With physical suffering, the power of nature shows us forgiveness many ways. In the story, the mariner betrays nature: "I shot the Albatross!" This action against nature is rather extreme, for he takes lightly to this thought of death. The Albatross, as a representative of nature, means nothing to the Mariner. These thoughts are quickly changed, though, as Nature begins to start the penance leading towards forgiveness - "Water, water, everywhere nor any drop to drink." When "the mariner begins to find his salvation when he begins to look on the 'slimy things' as creatures of strange beauty" (Fraser 203), he understands the Albatross was a symbol of nature and he realized what he had done wrong. The mariner is forgiven after sufficient penance - "We could not speak" - is performed by Nature. Nature shows us more strength as we realize that people of today often can not forgive someone who has shot or killed another person.

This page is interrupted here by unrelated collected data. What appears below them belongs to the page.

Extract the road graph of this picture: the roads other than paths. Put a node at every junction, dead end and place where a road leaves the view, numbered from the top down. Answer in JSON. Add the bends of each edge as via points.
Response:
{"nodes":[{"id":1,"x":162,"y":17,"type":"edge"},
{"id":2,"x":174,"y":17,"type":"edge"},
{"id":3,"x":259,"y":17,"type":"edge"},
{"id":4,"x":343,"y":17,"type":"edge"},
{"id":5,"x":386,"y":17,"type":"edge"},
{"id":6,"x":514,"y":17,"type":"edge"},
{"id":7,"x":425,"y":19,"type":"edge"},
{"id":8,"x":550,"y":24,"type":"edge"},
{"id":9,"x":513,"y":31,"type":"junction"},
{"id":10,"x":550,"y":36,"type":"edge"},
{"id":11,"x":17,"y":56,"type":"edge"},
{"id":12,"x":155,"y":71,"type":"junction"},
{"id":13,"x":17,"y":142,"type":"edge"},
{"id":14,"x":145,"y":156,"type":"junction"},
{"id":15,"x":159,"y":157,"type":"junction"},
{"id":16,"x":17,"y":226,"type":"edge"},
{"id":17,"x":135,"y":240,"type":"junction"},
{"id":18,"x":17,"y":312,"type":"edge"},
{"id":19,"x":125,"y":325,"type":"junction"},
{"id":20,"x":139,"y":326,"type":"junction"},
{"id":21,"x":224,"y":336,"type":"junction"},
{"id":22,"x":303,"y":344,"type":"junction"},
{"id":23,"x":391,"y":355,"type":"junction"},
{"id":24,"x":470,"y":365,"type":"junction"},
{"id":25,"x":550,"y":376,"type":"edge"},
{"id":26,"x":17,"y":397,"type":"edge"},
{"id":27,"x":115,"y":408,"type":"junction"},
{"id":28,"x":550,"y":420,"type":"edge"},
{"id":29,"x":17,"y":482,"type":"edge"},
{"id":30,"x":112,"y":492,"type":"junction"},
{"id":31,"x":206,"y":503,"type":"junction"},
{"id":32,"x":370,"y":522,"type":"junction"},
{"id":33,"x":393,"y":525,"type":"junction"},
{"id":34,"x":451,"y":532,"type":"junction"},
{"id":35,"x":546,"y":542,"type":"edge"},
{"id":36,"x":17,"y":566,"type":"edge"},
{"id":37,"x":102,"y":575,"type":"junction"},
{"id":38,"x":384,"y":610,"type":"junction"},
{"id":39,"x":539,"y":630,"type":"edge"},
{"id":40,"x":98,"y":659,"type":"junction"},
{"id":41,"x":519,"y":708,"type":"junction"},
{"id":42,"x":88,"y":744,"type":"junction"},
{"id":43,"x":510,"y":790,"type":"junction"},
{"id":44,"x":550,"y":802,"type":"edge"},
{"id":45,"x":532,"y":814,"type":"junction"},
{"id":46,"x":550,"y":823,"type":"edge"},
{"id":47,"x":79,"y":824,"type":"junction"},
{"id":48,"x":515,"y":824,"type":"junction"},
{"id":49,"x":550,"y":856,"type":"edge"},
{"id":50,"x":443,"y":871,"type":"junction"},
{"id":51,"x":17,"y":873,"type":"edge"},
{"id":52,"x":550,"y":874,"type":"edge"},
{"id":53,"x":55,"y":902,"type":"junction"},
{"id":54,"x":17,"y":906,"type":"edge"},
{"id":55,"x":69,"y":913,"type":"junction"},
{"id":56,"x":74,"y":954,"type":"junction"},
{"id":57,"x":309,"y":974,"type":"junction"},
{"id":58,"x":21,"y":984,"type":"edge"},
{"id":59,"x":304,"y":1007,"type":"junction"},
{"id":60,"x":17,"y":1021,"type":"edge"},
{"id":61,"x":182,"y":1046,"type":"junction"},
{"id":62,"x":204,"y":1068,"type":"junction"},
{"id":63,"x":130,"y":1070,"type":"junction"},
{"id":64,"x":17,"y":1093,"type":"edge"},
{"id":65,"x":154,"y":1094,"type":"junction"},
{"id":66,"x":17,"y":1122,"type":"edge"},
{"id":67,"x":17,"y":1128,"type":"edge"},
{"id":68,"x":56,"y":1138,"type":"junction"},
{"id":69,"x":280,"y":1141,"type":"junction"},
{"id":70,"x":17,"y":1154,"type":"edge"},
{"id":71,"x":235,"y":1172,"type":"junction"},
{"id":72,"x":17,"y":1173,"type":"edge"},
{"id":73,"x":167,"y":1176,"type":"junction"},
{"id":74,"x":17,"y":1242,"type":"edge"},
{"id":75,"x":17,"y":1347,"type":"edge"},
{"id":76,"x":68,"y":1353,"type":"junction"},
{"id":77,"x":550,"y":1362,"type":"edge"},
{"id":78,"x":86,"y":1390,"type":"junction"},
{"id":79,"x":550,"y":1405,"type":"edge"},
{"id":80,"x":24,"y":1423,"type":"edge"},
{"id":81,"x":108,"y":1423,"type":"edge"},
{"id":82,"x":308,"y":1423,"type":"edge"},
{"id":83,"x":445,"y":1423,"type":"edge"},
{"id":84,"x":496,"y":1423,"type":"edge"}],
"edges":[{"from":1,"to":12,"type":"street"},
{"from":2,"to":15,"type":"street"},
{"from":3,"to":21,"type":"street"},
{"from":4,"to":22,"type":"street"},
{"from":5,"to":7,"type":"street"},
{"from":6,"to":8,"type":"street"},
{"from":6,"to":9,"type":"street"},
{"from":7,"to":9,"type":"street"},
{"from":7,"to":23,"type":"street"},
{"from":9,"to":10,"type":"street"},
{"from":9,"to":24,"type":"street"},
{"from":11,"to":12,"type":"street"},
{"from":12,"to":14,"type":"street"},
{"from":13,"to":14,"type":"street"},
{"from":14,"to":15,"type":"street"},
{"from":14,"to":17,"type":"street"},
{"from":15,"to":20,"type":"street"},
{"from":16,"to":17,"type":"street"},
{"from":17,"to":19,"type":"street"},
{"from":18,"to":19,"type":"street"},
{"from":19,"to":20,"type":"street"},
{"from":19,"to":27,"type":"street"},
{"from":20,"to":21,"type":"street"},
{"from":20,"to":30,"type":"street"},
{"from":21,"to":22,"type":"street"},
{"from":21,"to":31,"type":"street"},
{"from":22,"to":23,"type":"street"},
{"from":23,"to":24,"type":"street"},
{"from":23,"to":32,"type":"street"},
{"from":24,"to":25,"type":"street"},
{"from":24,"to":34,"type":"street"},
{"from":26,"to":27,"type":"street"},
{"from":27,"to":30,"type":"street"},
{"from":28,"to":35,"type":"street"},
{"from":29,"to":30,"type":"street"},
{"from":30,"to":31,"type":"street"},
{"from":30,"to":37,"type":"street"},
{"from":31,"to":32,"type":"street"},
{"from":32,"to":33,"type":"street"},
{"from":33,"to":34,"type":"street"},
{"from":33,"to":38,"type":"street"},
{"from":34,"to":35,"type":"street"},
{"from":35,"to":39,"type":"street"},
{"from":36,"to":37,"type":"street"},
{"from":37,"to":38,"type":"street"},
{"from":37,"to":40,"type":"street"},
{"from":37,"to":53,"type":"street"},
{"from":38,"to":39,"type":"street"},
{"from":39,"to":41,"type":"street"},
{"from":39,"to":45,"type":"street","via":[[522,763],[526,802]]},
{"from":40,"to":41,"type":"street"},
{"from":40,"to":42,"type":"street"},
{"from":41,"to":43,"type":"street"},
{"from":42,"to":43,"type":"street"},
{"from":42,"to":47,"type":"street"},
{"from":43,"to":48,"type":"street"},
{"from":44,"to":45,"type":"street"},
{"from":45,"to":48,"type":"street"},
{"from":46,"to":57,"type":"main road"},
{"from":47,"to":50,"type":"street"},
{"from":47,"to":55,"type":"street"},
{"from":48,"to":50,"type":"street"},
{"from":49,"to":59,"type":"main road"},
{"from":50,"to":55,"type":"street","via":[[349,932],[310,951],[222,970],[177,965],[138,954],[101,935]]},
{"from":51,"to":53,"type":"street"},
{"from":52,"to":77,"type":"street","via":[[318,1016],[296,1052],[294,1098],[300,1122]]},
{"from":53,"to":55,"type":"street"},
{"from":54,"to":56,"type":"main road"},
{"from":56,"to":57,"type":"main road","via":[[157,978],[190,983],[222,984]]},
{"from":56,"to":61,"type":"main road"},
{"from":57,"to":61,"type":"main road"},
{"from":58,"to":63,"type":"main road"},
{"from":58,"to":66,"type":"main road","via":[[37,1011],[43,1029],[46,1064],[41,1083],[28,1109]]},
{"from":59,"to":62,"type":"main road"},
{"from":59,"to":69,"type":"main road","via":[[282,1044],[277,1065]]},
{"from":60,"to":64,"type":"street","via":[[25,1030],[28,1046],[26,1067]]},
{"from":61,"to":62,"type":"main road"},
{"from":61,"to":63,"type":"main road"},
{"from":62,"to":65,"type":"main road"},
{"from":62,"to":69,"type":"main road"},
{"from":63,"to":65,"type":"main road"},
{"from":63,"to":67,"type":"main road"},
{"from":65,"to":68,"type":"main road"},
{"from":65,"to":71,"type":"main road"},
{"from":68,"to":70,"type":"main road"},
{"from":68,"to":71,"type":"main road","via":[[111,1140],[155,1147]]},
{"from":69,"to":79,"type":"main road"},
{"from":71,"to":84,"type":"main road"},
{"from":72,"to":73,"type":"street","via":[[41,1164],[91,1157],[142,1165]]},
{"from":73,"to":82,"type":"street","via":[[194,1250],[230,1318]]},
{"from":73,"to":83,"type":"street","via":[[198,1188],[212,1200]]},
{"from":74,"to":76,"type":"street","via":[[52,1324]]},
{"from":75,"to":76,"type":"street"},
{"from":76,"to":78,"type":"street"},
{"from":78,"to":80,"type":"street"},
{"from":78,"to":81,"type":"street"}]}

At a spiritual level, Nature's power can decide if we will live, or be condemned. Nature is capable of presenting "innermost suffering" (Coburn 33) upon people. The mariner's suffering included having his "soul in agony" soon afterwards. After attempts at prayer and realization of what he has done - "I looked to heaven and tried to pray", his penance to forgiveness begins spiritually. The mariner releases the weight of the crime greatly at the "moment he could pray". "The albatross around the mariner's neck was an emblem of an inner state" (Fraser 204), as it "fell off and sank", the mariner was forgiven. Guilt follows many of us throughout our lives today as we do brash things and taunt with Nature. Yet with these brash things we do, Nature continues to forgive us.

At an emotional level, our emotions are important factors for pennance from Nature. The mariner took for granted the love Nature had for him. All around his ship, he witnessed "slimy things did crawl with legs upon the slimy sea" and he questioned "the curse in the Dead man's eyes". This shows his contempt for the creatures that Nature provides for all of us. The mariner begins to find his salvation when he "begins to look on the 'slimy things' as creatures of strange beauty" (Coburn 34). The mariner's experience represents a "renewal of the impulse of love towards other living things." (Fraser 206). Even Today, many people look upon Nature in a similar way as that of the Mariner, not loving it. But Nature always forgives those people.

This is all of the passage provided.